■ Work instruction
Nothing in the records below should be altered in the copy, although the pictures must be left out.

■ Items listed in a dataset

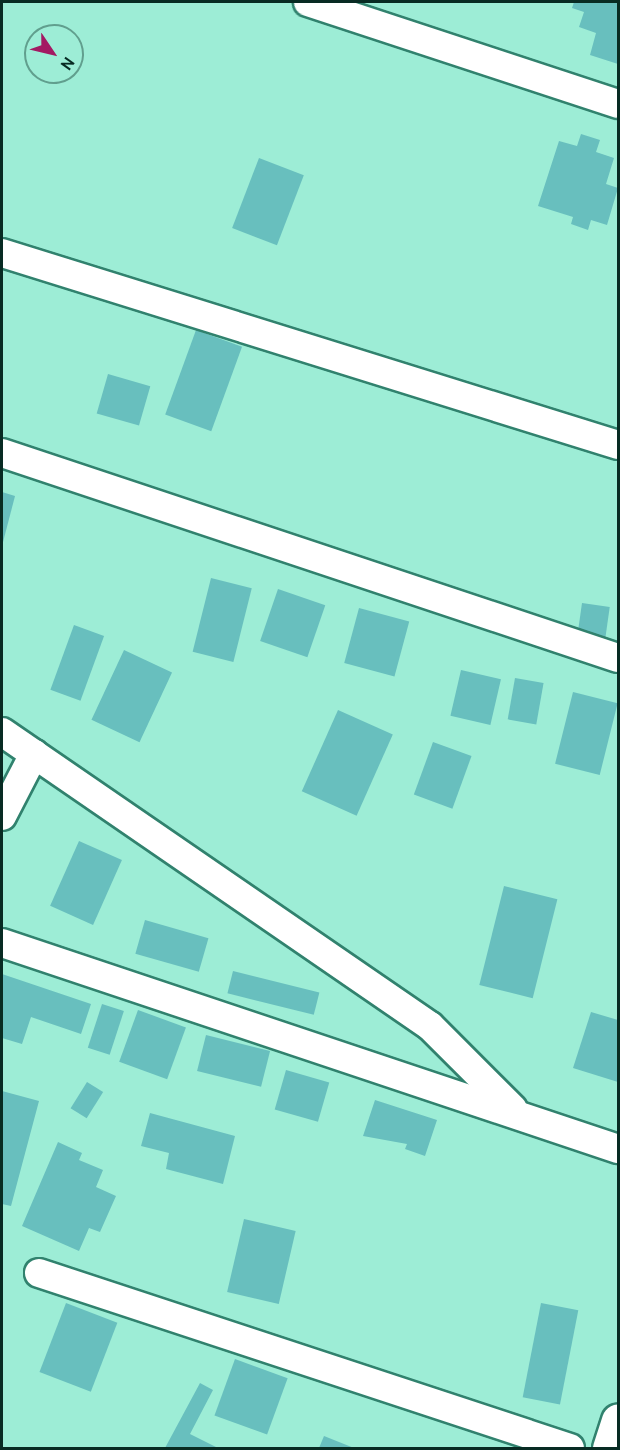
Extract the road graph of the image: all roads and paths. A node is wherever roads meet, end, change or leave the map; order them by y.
1 (308, 2) edge
2 (618, 104) edge
3 (2, 253) edge
4 (618, 446) edge
5 (2, 453) edge
6 (618, 658) edge
7 (2, 732) edge
8 (34, 754) junction
9 (2, 816) edge
10 (2, 943) edge
11 (516, 1112) junction
12 (618, 1149) edge
13 (39, 1273) dead end
14 (618, 1420) edge
15 (570, 1449) edge
16 (609, 1449) edge

1 - 2 street
3 - 4 street
5 - 6 street
7 - 8 street
8 - 9 street
8 - 11 street
10 - 11 street
11 - 12 street
13 - 15 street
14 - 16 street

■ Answer box
Extract the road graph of the image: all roads and paths. A node is wherever roads meet, end, change or leave the map; order them by y.
1 (308, 2) edge
2 (618, 104) edge
3 (2, 253) edge
4 (618, 446) edge
5 (2, 453) edge
6 (618, 658) edge
7 (2, 732) edge
8 (34, 754) junction
9 (2, 816) edge
10 (2, 943) edge
11 (516, 1112) junction
12 (618, 1149) edge
13 (39, 1273) dead end
14 (618, 1420) edge
15 (570, 1449) edge
16 (609, 1449) edge

1 - 2 street
3 - 4 street
5 - 6 street
7 - 8 street
8 - 9 street
8 - 11 street
10 - 11 street
11 - 12 street
13 - 15 street
14 - 16 street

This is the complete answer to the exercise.